The new protections include supplying personal protective equipment and ensuring they are used properly (for example, mandatory checks of seals on respirators); screening everyone who enters the facility for COVID-19; ensuring proper ventilation; and establishing physical distancing requirements of 6 feet for unvaccinated workers. It also requires employers to give workers time off for vaccination. An anti-retaliation clause could shield workers who complain about unsafe conditions.

“The science tells us that health care workers, particularly those who come into regular contact with the virus, are most at risk at this point in the pandemic,” Labor Secretary Marty Walsh said on a press call. “So following an extensive review of the science and data, OSHA determined that a healthcare-specific safety requirement will make the biggest impact.”

But questions remain, said James Brudney, JD, a professor at Fordham Law School in New York City and former chief counsel of the U.S. Senate Subcommittee on Labor.
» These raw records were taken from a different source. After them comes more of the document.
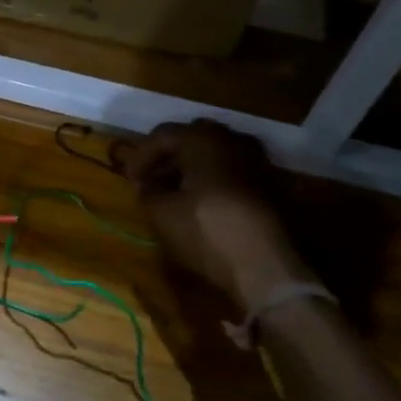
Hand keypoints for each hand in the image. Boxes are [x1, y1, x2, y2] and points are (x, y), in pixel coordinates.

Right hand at [119, 120, 311, 313]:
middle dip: (168, 159)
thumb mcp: (161, 213)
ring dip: (191, 171)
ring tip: (174, 195)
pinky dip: (212, 182)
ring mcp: (256, 161)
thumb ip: (147, 191)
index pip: (163, 135)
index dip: (141, 156)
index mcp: (203, 138)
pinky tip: (201, 204)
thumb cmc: (206, 230)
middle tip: (151, 182)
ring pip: (214, 156)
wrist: (266, 265)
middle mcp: (233, 140)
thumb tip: (146, 183)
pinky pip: (231, 173)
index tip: (129, 180)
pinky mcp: (270, 185)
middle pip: (191, 140)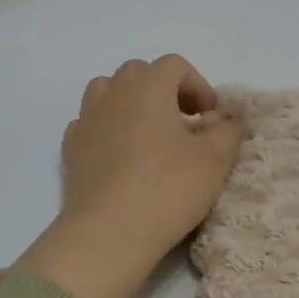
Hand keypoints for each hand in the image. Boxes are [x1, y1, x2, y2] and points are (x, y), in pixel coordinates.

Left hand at [17, 55, 246, 297]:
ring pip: (106, 91)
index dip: (197, 84)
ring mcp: (86, 120)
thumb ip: (228, 130)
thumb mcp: (215, 160)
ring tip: (147, 133)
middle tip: (183, 122)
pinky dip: (106, 128)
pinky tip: (119, 155)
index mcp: (149, 87)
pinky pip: (88, 123)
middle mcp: (113, 94)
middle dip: (163, 89)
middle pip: (138, 72)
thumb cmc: (168, 189)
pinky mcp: (70, 149)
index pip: (174, 65)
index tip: (209, 117)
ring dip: (129, 102)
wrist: (109, 233)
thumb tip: (227, 118)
The standard doesn’t address existing rules about a right to refuse unsafe work, for example, so employees may still feel they are risking their jobs to complain, despite the anti-retaliation clause.

And although vaccinated employees don’t have to adhere to the same distancing and masking rules in many situations, the standard doesn’t spell out how employers should determine their workers’ vaccination status. Rather, that determination is left to employers through their own policies and procedures.

The Trump administration did not issue emergency standards, saying OSHA’s general rules were good enough. President Joe Biden took the opposite approach, calling for new standards on his first day in office. But the process took months longer than promised.

“I know it’s been a long time coming,” Walsh acknowledged on the press call. “Our health care workers from the very beginning have been put at risk.

While healthcare unions had asked for mandated safety standards sooner, National Nurses United, the country’s largest labor union for registered nurses, still welcomed the rules.

The new rules are “a major step toward requiring accountability for hospitals who consistently put their budget goals and profits over our health and safety,” Zenei Triunfo-Cortez, RN, one of the union’s three presidents, said in a statement.

The rules do not apply to retail pharmacies, out-patient clinics that screen non-employees for COVID-19, or certain other settings in which all employees are vaccinated and people with suspected or confirmed COVID-19 cannot enter.

The agency said it will work with states that have already issued local regulations, including Virginia and California, which have issued temporary standards of their own.

Employers will have 2 weeks to comply with most of the regulations after they’re published in the Federal Register. The standards will expire in 6 months but could then become permanent, as Virginia’s did in January.